» SUPPLIED INFORMATION
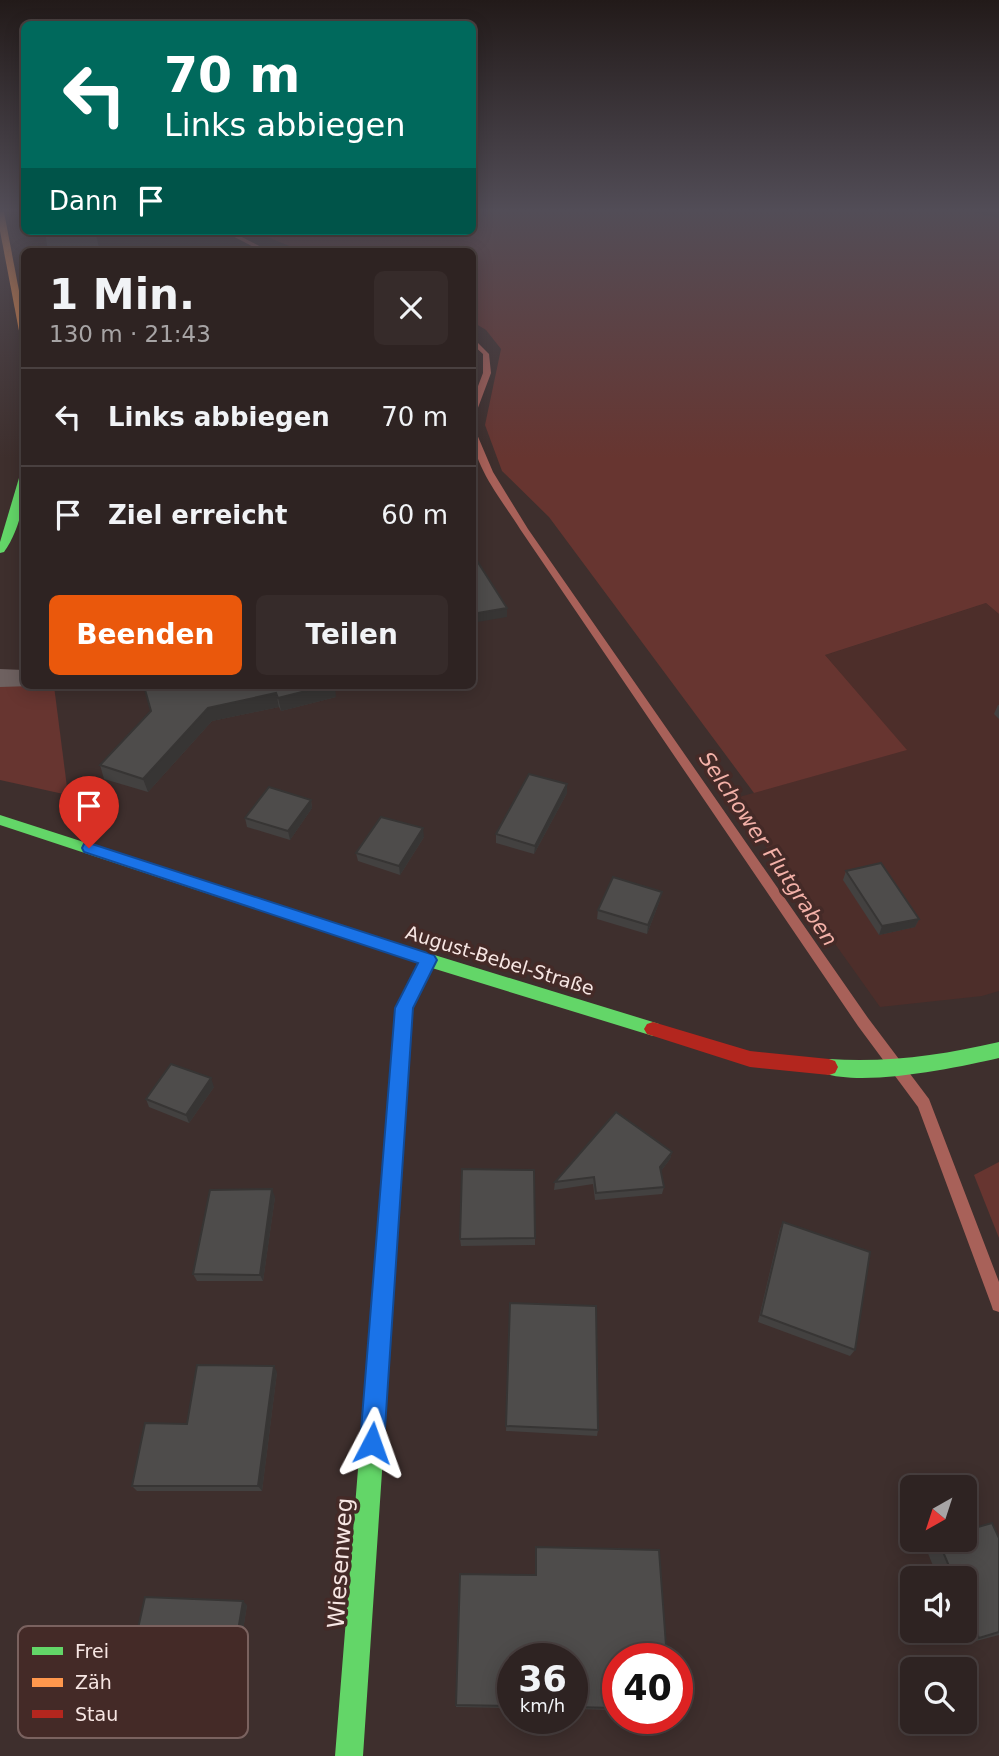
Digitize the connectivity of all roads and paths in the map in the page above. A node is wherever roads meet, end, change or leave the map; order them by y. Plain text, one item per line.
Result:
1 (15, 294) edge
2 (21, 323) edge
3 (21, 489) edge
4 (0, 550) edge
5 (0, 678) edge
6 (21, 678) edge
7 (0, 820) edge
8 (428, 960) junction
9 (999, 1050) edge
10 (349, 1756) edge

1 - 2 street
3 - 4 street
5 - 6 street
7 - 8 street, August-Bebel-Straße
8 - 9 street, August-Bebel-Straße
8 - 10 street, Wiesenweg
---
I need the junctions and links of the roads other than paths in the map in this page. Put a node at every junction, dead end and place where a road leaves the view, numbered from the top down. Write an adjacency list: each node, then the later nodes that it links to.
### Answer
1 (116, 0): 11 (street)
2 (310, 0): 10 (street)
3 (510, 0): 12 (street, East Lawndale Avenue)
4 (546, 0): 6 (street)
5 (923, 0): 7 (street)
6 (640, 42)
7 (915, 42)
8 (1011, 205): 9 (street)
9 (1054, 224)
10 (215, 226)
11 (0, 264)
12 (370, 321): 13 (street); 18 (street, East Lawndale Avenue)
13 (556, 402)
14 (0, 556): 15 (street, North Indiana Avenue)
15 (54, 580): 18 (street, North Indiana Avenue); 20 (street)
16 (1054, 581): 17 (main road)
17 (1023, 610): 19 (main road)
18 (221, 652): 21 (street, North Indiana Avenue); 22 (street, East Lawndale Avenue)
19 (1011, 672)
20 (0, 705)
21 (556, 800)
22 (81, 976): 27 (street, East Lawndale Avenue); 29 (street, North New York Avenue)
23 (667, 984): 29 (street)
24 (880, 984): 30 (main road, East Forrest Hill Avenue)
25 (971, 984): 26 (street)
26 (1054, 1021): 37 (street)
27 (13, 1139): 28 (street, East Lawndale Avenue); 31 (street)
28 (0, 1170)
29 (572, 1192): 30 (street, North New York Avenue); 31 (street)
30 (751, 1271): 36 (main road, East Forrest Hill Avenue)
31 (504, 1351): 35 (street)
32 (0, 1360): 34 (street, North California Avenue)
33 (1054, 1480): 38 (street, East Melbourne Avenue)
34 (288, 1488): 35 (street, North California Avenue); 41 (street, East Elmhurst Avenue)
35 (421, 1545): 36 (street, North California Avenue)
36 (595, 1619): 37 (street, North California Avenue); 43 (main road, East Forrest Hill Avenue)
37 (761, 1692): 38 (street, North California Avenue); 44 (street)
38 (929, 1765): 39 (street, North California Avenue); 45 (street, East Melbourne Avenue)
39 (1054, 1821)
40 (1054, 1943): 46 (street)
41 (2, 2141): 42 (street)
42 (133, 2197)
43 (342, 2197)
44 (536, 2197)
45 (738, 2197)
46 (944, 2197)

» PROBLEM DESCRIPTION
Say how many lines of the data include the word "node". Nothing other than the number should be given.

» WRITTEN ANSWER
2